You’ve just downloaded an app and you know you’ve had a bad customer experience when you end up deleting it soon after your first use. It leaves you frustrated and less likely to be a loyal customer. On the flip side, a good customer experience can make you a loyal devotee for life. Thoughtful design can make all the difference between products we use all the time and the ones we ditch. Design has come to mean a lot of things over the years, so naturally there are terms to specify which kind of design we’re talking about. As we’ve moved into the digital age, we’ve collected even more design lingo. The design terms UX and UI pop up frequently these days.

Back in the stone age (pre-web), if you needed a design for your marketing or advertising campaign, graphic design was the only game in town. Your designer took your needs and turned them into a beautiful shiny printed solution thus creating a lasting, static design. With the advent of the web, design evolved to include even more valuable aspects, User Experience Design (UX) and User Interface Design (UI). These terms are used when designing for an interactive product such as websites and apps, rather than print.

UX is all about creating the best customer experience with a company and its products and services. Using a new app as an example, a UX designer would begin a long-term relationship with their client by researching the needs and wants of the users and business goals of the client. They will dig deep into data, speak with actual customers and try to truly understand what would delight the end-user. Then a concept and logical structure for the app is mapped out called a wireframe. This can simply be black and white sketches because the details will be added later. Next, a prototype of the app is developed using UI design (more on that in a bit) and is shared with users for testing. From there, adjustments are made from user feedback and a cycle of constant improvement continues.
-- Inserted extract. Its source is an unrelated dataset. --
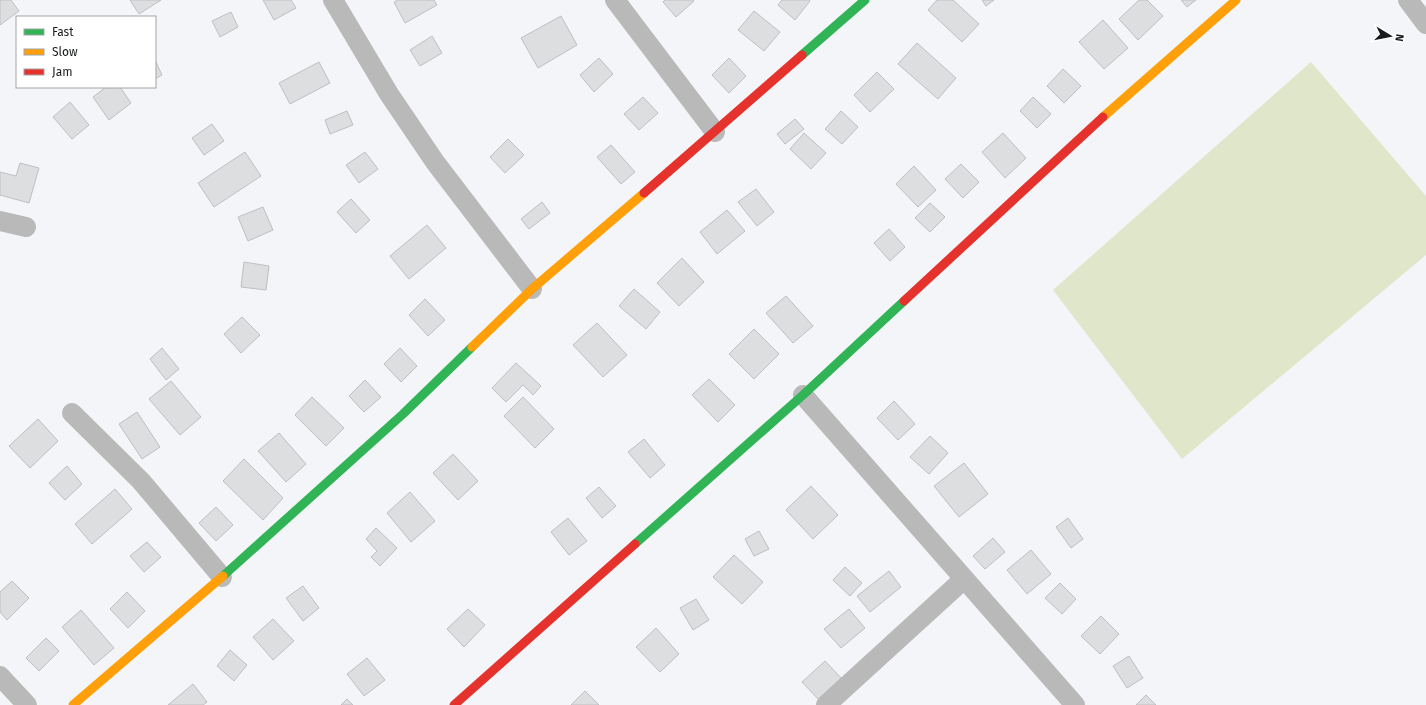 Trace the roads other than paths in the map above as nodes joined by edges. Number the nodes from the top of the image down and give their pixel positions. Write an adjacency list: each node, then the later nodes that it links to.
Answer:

UI is like the bridge between UX and graphic design. It takes the wireframe from the UX design and delivers the actual interactive product complete with functionality and pleasing aesthetics. In our app example, the UI designer would ensure the colors and fonts of the app’s buttons would be easy for users to navigate. UI design is exclusively used for digital products and enhances the user’s experience.

Good design means so much more than just good looks. It’s brains and beauty combined to deliver enticing, useful products to satisfy your customers.